Chatterbox

Democrats 36,000

Where’s that emerging Democratic majority?

You’d think that the Nov. 5 election would have pitched The Emerging Democratic Majority straight into the remainder bin. The Democrats lost their slim majority in the Senate; failed to acquire majorities in the House and in state governorships; and lost their plurality of state legislatures. It was an unambiguous rout. Yet interest in John Judis and Ruy Teixeira’s new book seems, if anything, to be picking up. Joshua Micah Marshall cited it approvingly in a post-election analysis for the Boston Globe’s Sunday “Ideas” section. David Brooks said in the New York Times’ Sunday “Week in Review” section that Judis and Teixeira’s thesis is “still compelling.” Indeed, Brooks observed, the Democratic debacle was, in a way, good news for Judis and Teixeira; the fact that their predicted Democratic majority will “take a long time to emerge” ensures their book “an extra-long shelf life.”

Authors of books that predict big, bold change are always well advised to put a face-saving caveat into the fine print. James Glassman and Kevin Hassett, authors of Dow 36,000, took care not to say precisely when their prediction would be realized. (“Hey, be patient!” read the subhead of an op-ed Glassman and Hassett published in the Wall Street Journal this past August.) In The Emerging Democratic Majority, Judis and Teixeira wrote that the EDM would emerge “sometime in this decade,” which gives them seven years to claim victory. They also argued that the midterm 2002 elections were unlikely to reflect the trends discussed in their book:

[T]he terrorist assault on the United States—and the Bush administration’s successful prosecution of the war in Afghanistan—cast Bush and the Republicans in a far more favorable light. … [A] continuing public preoccupation with national security will certainly benefit the Republicans (and generally incumbents) in November 2002 and at least mitigate whatever gains the Democrats might have expected from a recession occurring during the Bush presidency.

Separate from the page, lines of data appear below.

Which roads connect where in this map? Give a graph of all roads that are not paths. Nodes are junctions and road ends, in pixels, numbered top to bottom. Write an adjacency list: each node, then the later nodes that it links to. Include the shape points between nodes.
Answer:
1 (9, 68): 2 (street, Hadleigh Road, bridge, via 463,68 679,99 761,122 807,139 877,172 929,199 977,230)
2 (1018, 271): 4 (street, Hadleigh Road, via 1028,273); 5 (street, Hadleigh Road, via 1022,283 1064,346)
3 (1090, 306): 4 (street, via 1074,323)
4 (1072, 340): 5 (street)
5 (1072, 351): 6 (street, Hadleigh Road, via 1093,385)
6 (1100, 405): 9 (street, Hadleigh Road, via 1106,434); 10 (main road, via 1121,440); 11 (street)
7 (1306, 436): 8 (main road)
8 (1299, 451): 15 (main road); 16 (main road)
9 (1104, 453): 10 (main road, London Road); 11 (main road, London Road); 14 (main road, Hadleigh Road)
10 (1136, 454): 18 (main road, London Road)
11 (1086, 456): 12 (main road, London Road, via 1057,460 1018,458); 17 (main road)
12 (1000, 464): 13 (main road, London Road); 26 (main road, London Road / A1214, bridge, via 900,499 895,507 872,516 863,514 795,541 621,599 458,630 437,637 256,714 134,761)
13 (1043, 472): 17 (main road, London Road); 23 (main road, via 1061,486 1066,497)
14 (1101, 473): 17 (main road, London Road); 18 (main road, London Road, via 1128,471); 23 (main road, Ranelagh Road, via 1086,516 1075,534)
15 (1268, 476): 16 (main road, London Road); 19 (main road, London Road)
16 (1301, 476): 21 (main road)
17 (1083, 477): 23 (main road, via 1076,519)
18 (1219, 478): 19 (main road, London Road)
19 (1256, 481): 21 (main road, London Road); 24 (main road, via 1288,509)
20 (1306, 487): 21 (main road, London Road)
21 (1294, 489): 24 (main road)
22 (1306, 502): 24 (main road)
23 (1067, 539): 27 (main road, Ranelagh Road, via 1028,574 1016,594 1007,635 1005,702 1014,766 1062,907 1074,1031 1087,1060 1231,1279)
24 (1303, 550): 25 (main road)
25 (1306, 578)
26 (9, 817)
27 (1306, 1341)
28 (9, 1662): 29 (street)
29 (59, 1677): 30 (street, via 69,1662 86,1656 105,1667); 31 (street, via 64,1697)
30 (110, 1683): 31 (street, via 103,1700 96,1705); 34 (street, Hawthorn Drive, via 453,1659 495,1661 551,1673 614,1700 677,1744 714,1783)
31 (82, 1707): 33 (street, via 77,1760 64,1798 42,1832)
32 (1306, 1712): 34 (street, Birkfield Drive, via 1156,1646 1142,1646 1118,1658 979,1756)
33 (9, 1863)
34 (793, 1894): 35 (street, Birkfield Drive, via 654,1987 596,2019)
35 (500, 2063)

Judis now says (in post-election pieces in the New Republic and the Guardian) that the midterm election was, indeed, a referendum on the war against terrorism and proved only that the public still prefers Republicans to Democrats when national security is the paramount concern. He’s probably right about that. But Judis presses his luck when he plays up the fact that Democrats, while failing to seize a gubernatorial majority, nonetheless achieved a little-publicized net gain of four governorships. This is significant, Judis writes, because “foreign policy is not a factor” in state government, allowing the Judis-Teixeira thesis to be tested in something more closely resembling laboratory conditions.

But Judis fails to mention the state legislative races, where foreign policy was also not a factor. So really, at the state level, the election was at best a wash. Why “at best”?  Because there are actually two ways to describe the Democrats’ state-legislative loss, both of them especially dispiriting for Democrats. One way to describe it is that an 18-17 Democratic plurality turned into a 21-16 Republican plurality. (If Washington state, at the moment undecided, goes Democratic, the Republican plurality will be 21-17. In all but one of the remaining legislatures, neither party controls both chambers; unicameral Nebraska is nominally nonpartisan.) Since 1952, Republicans have held a plurality of state legislatures only once before, following the 1994 election.

The second way to describe the Democrats’ state-legislative loss is that Republicans hold a majority of all state legislative seats nationwide. The margin is tiny—Republicans now have 18 more seats than Democrats in state legislatures (out of a nationwide total of 7,382) and pending recounts might conceivably reduce that slightly. But it’s historic: The last time Republicans held a majority of state legislative seats was 1952. Taken together, these two ways of calculating Democratic statehouse losses make them comparable, in their own small way, to the 1994 loss of the U.S. House.

But enough petty scorekeeping. Forgetting the midterm election, how do Judis and Teixeira’s long-term demographic analyses hold up? Impressively in some respects, less so in others. Chatterbox will delve into these weightier matters tomorrow.